Egoismo e orgoglio, generosità e umiltà
Il Signore, di fronte alle false apparenze derivate dall’orgoglio, manifestate dall’ipocrisia dei dottori della Legge, ci esorta a essere umili e liberi da ogni vanagloria umana.
Obolo della vedova – Abbazia di Ottobeuren (Germania) Foto: Francisco Lecaros
Redazione (10/11/2024 13:03, Gaudium Press) Per comprendere il brano evangelico scelto dalla Chiesa per questa 32ª domenica del Tempo Ordinario, dobbiamo tenere presente che i Santi Vangeli non furono scritti solo come un libro ordinario, una storia per compiacere le anime pie dei primi tempi del cristianesimo. Erano soprattutto un invito al perfezionamento spirituale, a una perfezione simile a quella del Padre dei cieli. Ma non solo: erano anche un elemento di controversia, poiché i primi divulgatori della Buona Novella, nel loro lavoro apostolico, si trovarono di fronte a ostacoli da superare. Quando San Marco scrisse il suo Vangelo, uno di questi ostacoli proveniva da uomini che conoscevano bene la Legge di Mosè e le Scritture dell’Antico Testamento.
Mettere in guardia le folle dall’ipocrisia
“In quel tempo, Gesù disse nel suo insegnamento a una grande folla: ‘Guardatevi dai maestri della Legge! A loro piace andare in giro in lunghe vesti, ricevere saluti nelle piazze; avere i primi seggi nelle sinagoghe e i posti migliori nei banchetti” (Mc 12,38-39).
È importante sottolineare il dettaglio evidenziato dall’evangelista: Gesù stava parlando a “una grande moltitudine”. Si trattava, quindi, di un insegnamento destinato a tutti e impartito senza giri di parole, mettendo in guardia il popolo dai maestri della Legge, per i motivi che verranno spiegati più avanti.
Secondo le usanze del tempo, era naturale che tutti facessero un ossequio particolare al passaggio di un dottore della Legge, a cui erano riservati i posti di rilievo negli eventi pubblici. Come sottolinea padre Tuya,[1] la piazza pubblica, o agorà, era il centro commerciale e sociale della città. Per questo motivo, gli scribi e i farisei amavano passeggiare lentamente e con passo grave in questo luogo, nei loro abiti eleganti, per ricevere i complimenti della gente, e desideravano soprattutto il titolo di rabbino, che significa mio maestro. “Nelle assemblee, i posti erano determinati non solo dall’età, ma anche dalla dignità della persona, ad esempio dalla sua saggezza. Poiché i posti riservati alla dignità erano molto meno numerosi di quelli assegnati alle persone in base all’età, i farisei volevano, per ostentazione e vanità, avere questi primi posti nei banchetti, per sottolineare la loro distinzione. […] Era un desiderio smodato, infantile e quasi patologico di vanità e orgoglio”[2].

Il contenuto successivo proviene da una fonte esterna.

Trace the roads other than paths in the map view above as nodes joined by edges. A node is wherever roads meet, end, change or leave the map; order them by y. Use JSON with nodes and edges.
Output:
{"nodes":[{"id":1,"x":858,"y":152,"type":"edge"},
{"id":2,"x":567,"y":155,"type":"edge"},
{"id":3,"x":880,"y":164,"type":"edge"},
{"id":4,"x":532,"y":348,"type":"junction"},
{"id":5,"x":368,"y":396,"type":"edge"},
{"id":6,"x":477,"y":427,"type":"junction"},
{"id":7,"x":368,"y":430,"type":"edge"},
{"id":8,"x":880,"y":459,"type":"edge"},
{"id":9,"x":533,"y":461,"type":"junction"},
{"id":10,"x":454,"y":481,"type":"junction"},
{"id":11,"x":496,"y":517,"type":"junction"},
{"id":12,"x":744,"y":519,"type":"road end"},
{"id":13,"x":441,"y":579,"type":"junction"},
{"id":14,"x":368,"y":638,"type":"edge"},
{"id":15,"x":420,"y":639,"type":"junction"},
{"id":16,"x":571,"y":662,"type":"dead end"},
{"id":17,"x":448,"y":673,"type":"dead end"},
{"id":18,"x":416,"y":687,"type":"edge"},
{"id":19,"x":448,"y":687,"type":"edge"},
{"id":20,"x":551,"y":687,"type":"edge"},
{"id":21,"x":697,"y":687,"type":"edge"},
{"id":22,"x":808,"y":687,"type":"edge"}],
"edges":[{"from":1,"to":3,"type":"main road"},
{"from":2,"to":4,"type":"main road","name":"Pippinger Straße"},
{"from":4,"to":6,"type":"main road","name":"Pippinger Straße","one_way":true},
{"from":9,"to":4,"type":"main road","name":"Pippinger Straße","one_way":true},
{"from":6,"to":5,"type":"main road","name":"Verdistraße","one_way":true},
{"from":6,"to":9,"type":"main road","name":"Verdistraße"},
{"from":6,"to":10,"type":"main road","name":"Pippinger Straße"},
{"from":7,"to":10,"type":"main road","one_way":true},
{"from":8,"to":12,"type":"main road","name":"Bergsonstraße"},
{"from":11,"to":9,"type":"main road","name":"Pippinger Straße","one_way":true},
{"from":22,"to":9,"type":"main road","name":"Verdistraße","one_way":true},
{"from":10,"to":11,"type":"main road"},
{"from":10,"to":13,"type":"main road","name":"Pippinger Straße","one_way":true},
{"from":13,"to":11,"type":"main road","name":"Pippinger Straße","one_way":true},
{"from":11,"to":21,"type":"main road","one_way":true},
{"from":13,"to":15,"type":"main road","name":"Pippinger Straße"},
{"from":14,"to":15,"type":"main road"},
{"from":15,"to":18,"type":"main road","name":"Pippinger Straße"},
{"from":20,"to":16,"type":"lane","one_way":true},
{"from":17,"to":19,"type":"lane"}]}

Una lettura superficiale dei due versetti sopra riportati potrebbe indurre a pensare che non si debbano indossare bei vestiti, salutare con cortesia o favorire la gerarchia nei rapporti sociali. In realtà, l’abbigliamento nobile e decoroso viene abbandonato a causa della mentalità dei tempi in cui viviamo. Predominano il brutto per il brutto e l’egualitario per l’egualitario. Si sta diffondendo il gusto di vestirsi nel modo più trascurato possibile, per potersi sedere per terra; il brutto, il vecchio, il lacero e l’immorale stanno tornando di moda, mentre i costumi vengono semplificati il più possibile, come non farebbero nemmeno gli esseri irrazionali. Non è questo che il Divino Salvatore voleva per i suoi seguaci.

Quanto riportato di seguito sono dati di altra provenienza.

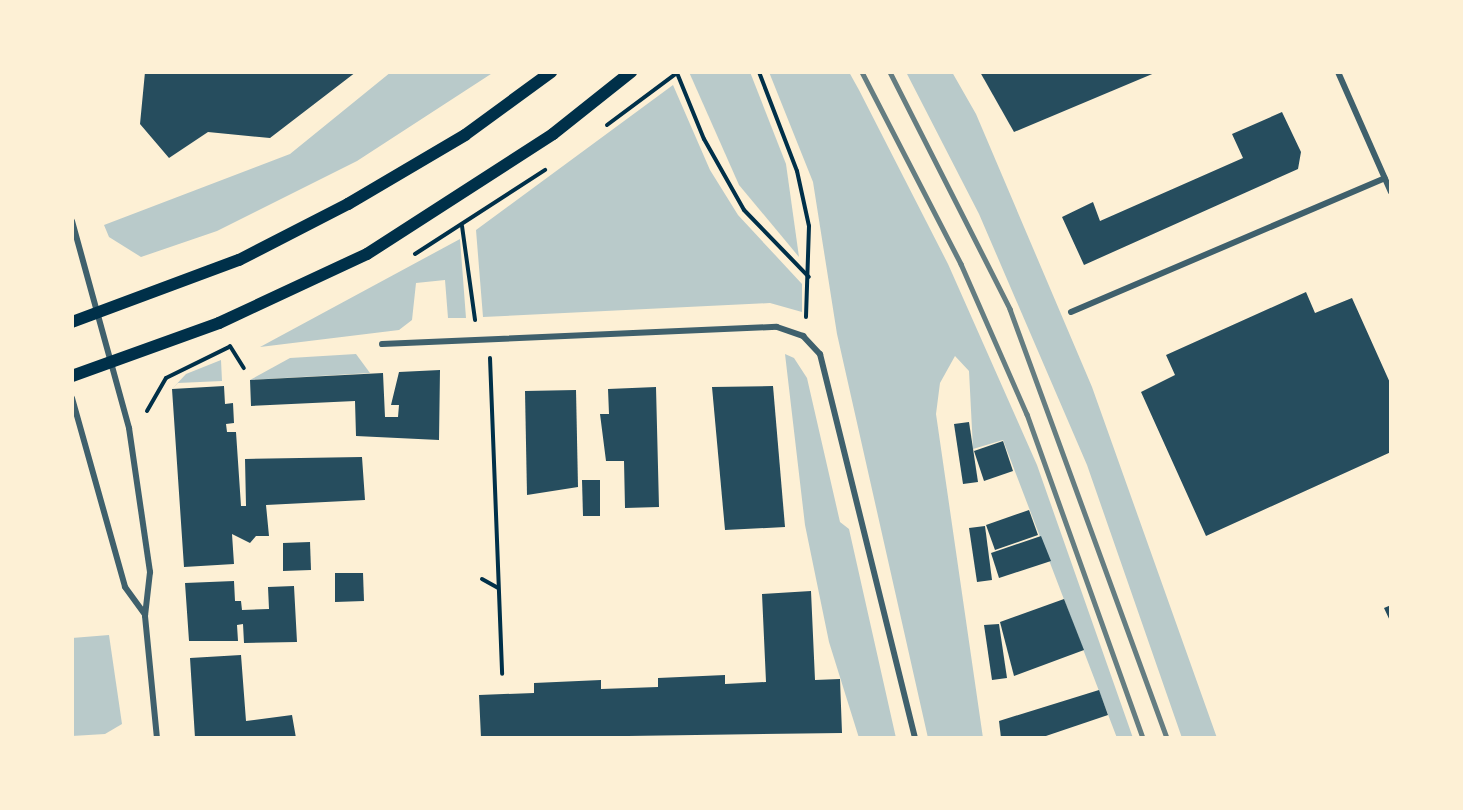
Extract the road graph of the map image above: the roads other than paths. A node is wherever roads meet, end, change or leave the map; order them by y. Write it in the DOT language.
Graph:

Il problema non sta negli abiti appariscenti o nell’onore, ma nel voler attirare l’attenzione su di sé, cioè nell’avere l’intenzione non di lodare Dio, ma di lodare se stessi. Le usanze elencate da Nostro Signore – legittime in alcune circostanze – erano godute dai dottori più per orgoglio che per ammirazione delle cose belle, per desiderio di glorificare Dio o per intenzione di fare del bene al prossimo. Il loro scopo era quello di vantarsi, di ostentare la loro superiorità, in sostanza di essere “adorati”, incensati dagli altri. In questo modo usurpavano il posto centrale che spettava a Dio. Quell’apparato di dignità, quell’apparenza di onore, rispetto e saggezza doveva corrispondere alla verità dei fatti, in altre parole, era la vita di questi dottori che doveva renderli degni di questi onori.

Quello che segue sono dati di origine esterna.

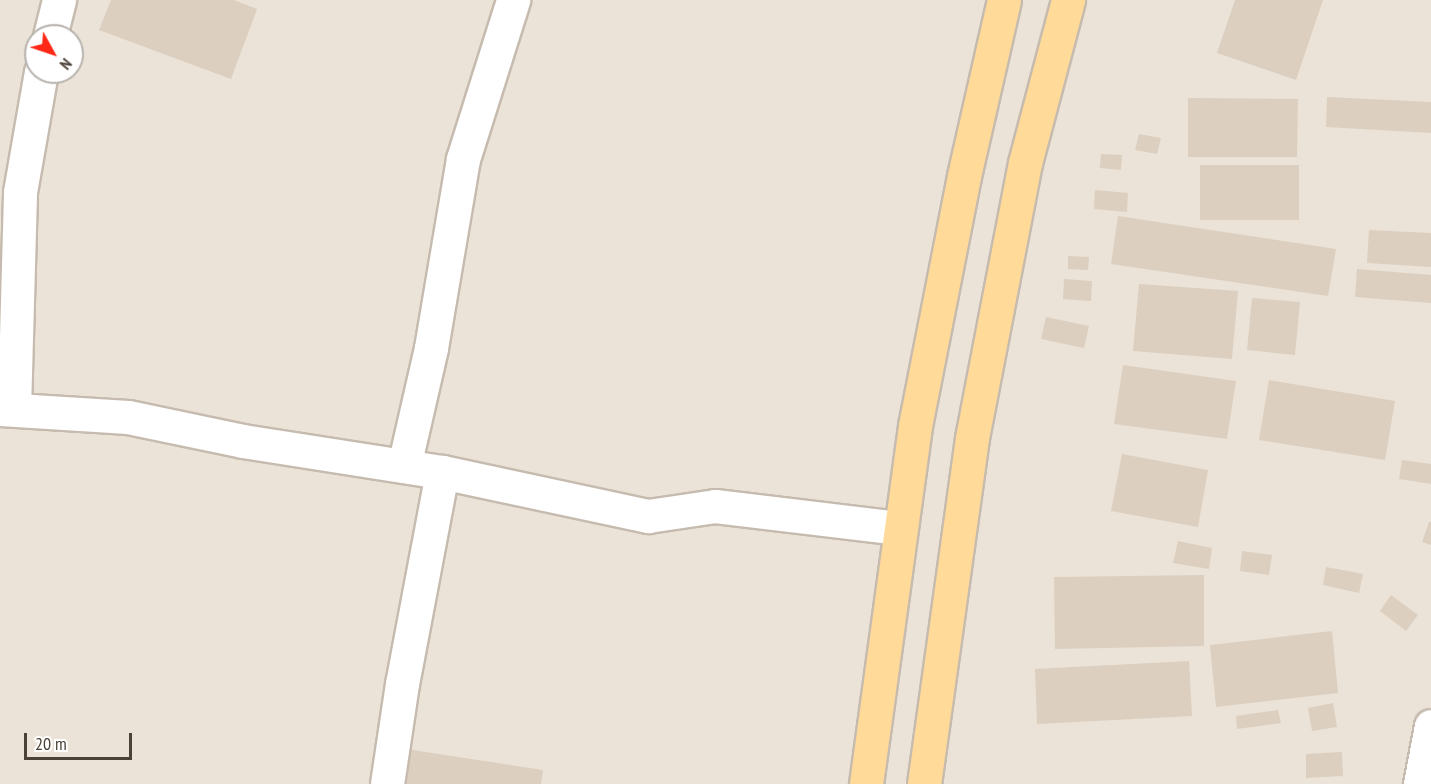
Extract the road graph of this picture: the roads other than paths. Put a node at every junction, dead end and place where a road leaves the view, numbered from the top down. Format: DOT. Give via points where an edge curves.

La realtà, però, era ben diversa e Gesù intendeva denunciarla.
L’apparenza, il mantello di una realtà peccaminosa
“Divorano le case delle vedove, fingendo di fare lunghe preghiere. Per questo riceveranno la peggiore delle condanne” (Mc 12,40).
Nell’Antico Testamento, le vedove erano poco protette e quindi alcuni uomini senza scrupoli cercavano di sottrarre loro quanto più potevano. Era frequente la situazione di vedove senza figli adulti, a cui affidare la gestione del patrimonio familiare. In questa situazione di impotenza, come sottolinea il Signore, si introduceva un maestro della Legge che, con la scusa di pregare, finiva per depredare i loro beni.
Denunciando questo tipo di azione, il Maestro divino faceva capire ai suoi ascoltatori quanto i maestri della Legge mostrassero all’esterno ciò che non erano. Conoscevano tutti i dettagli della Legge, ma non la praticavano… Si comportavano come voraci divoratori delle fortune altrui. Inoltre, essendo esperti di diritto, sapevano come condurre le procedure legali che riguardavano ogni domanda di successione e, di conseguenza, era più facile che finissero per appropriarsi del denaro. Pertanto, sotto l’apparenza della virtù, si nascondeva una mentalità da vampiro, il cui scopo era quello di sottrarre agli altri, quanto più possibile, in modo ingiusto e privo di scrupoli.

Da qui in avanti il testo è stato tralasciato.